§ PROBLEM REQUIREMENTS: Word for word, restate the lines from the start of the data down to the line with "pinky tip: (281, 333)", both included.

** DATA PROVIDED follows **

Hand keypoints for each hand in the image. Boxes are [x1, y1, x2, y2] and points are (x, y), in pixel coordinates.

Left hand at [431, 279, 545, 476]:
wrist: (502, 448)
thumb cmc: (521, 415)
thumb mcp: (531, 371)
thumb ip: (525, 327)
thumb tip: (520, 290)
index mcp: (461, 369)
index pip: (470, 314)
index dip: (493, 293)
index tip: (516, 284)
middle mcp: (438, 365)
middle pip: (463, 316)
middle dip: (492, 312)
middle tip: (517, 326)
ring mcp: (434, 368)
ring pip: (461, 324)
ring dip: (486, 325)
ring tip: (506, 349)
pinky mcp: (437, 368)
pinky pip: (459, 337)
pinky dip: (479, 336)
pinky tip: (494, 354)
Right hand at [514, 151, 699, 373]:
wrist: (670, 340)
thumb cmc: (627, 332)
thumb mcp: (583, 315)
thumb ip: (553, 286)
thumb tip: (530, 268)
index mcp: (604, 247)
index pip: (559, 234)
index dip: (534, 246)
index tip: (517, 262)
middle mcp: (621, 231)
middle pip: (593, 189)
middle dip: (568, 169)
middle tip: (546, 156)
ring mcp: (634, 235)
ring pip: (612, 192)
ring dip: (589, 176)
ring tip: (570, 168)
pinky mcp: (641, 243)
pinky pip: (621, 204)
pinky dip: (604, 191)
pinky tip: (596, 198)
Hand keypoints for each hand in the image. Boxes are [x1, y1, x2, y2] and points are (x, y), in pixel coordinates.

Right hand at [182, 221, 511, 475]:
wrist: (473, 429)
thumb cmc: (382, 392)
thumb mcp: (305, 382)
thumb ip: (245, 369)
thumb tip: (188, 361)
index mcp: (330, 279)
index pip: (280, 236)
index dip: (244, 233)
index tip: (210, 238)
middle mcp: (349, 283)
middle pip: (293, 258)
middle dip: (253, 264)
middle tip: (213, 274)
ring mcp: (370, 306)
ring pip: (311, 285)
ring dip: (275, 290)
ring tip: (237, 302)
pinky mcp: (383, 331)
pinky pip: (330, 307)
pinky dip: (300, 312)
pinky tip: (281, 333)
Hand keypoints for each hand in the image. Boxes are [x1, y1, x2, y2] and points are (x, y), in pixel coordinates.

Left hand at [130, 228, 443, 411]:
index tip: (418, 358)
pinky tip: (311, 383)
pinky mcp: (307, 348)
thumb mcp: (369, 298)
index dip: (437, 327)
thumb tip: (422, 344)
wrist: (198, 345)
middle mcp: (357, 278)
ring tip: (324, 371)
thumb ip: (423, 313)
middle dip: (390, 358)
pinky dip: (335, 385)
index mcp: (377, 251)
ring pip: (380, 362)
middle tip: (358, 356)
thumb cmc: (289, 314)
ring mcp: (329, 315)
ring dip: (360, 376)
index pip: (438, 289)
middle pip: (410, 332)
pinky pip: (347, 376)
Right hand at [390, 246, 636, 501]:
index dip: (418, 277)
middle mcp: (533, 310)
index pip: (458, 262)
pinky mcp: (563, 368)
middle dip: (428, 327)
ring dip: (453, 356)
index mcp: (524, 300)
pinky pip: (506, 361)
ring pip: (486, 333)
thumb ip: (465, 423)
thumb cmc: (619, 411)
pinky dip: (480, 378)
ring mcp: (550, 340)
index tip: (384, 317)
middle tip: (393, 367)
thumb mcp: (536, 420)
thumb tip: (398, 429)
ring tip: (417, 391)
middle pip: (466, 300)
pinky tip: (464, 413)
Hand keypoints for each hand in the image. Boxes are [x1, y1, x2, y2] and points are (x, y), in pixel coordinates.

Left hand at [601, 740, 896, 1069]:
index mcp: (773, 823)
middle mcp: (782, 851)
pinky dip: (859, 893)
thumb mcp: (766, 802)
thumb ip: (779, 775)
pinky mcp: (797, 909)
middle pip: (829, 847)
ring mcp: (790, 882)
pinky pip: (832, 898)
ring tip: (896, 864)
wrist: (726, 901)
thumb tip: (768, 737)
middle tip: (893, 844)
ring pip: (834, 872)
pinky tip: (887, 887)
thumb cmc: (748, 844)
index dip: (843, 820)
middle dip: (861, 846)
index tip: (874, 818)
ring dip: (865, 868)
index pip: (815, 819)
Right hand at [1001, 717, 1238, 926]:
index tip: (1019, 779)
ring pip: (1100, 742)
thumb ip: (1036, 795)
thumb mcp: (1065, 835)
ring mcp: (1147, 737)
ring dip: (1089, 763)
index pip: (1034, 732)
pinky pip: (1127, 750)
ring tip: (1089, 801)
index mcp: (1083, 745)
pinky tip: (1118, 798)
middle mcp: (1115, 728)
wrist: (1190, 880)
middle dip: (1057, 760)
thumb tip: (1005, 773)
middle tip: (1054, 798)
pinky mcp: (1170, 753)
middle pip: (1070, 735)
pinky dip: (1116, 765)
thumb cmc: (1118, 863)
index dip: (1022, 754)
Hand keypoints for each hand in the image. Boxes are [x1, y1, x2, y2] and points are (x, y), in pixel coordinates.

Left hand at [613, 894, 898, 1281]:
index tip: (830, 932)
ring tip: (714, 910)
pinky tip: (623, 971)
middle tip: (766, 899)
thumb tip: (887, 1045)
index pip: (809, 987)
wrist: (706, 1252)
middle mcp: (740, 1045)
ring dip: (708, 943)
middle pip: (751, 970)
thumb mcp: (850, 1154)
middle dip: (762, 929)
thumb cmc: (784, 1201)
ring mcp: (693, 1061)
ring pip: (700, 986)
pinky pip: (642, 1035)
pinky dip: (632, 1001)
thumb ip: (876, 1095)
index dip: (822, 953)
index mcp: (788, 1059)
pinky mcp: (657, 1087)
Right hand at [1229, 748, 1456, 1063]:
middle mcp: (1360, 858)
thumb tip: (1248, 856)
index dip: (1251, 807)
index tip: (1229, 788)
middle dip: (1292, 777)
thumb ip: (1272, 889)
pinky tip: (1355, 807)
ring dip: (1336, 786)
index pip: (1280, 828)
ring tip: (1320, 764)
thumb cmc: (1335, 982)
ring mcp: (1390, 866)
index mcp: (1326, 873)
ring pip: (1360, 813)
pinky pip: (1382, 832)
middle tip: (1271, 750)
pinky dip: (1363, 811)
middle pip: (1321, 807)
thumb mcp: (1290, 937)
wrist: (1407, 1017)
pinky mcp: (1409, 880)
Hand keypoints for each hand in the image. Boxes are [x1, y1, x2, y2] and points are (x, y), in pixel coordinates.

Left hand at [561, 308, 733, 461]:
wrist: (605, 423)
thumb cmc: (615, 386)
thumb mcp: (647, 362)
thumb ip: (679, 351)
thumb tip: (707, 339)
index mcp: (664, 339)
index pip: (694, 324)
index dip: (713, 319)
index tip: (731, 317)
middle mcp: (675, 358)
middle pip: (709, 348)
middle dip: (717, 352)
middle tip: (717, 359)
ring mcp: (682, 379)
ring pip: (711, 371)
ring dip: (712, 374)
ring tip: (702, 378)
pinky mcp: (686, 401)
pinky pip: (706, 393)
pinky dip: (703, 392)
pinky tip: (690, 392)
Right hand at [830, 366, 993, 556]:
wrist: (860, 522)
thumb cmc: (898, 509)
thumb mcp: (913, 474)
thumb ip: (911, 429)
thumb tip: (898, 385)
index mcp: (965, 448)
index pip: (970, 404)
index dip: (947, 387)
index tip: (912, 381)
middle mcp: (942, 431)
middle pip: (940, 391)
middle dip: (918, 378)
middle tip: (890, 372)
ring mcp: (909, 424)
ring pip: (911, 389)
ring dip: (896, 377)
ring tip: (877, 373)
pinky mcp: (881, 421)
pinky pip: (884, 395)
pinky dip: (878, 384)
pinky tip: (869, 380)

** End of DATA PROVIDED **

§ RESPONSE AREA:
Hand keypoints for each hand in the image. Boxes are [x1, y1, x2, y2] and points are (x, y), in pixel coordinates.

Left hand at [431, 279, 545, 476]:
wrist: (502, 448)
thumb cmc: (521, 415)
thumb mcp: (531, 371)
thumb ip: (525, 327)
thumb tip: (520, 290)
index mcp: (461, 369)
index pip: (470, 314)
index dip: (493, 293)
index tip: (516, 284)
middle mcp: (438, 365)
middle pip: (463, 316)
middle dip: (492, 312)
middle tip: (517, 326)
ring mcp: (434, 368)
ring pip: (461, 324)
ring dip: (486, 325)
ring tip: (506, 349)
pinky mcp: (437, 368)
pinky pip: (459, 337)
pinky dip: (479, 336)
pinky tip: (494, 354)
Right hand at [514, 151, 699, 373]:
wrist: (670, 340)
thumb cmc: (627, 332)
thumb mcp: (583, 315)
thumb ip: (553, 286)
thumb tip: (530, 268)
index mcp: (604, 247)
index pip: (559, 234)
index dip: (534, 246)
index tip: (517, 262)
middle mcp: (621, 231)
middle pip: (593, 189)
middle dip: (568, 169)
middle tip: (546, 156)
ring mcp: (634, 235)
ring pip: (612, 192)
ring dip: (589, 176)
ring tip: (570, 168)
pinky mcp: (641, 243)
pinky pip: (621, 204)
pinky dip: (604, 191)
pinky tip: (596, 198)
Hand keypoints for each hand in the image. Boxes are [x1, y1, x2, y2] and points are (x, y), in pixel coordinates.

Right hand at [182, 221, 511, 475]:
wrist: (473, 429)
thumb cmc: (382, 392)
thumb mcp: (305, 382)
thumb ip: (245, 369)
thumb tip: (188, 361)
index mcp: (330, 279)
index pip: (280, 236)
index dip: (244, 233)
index tip: (210, 238)
middle mcp: (349, 283)
middle pip: (293, 258)
middle dip: (253, 264)
middle tip: (213, 274)
ring mcp: (370, 306)
ring pip: (311, 285)
ring dip: (275, 290)
ring tip: (237, 302)
pinky mcp: (383, 331)
pinky pip: (330, 307)
pinky dip: (300, 312)
pinky tip: (281, 333)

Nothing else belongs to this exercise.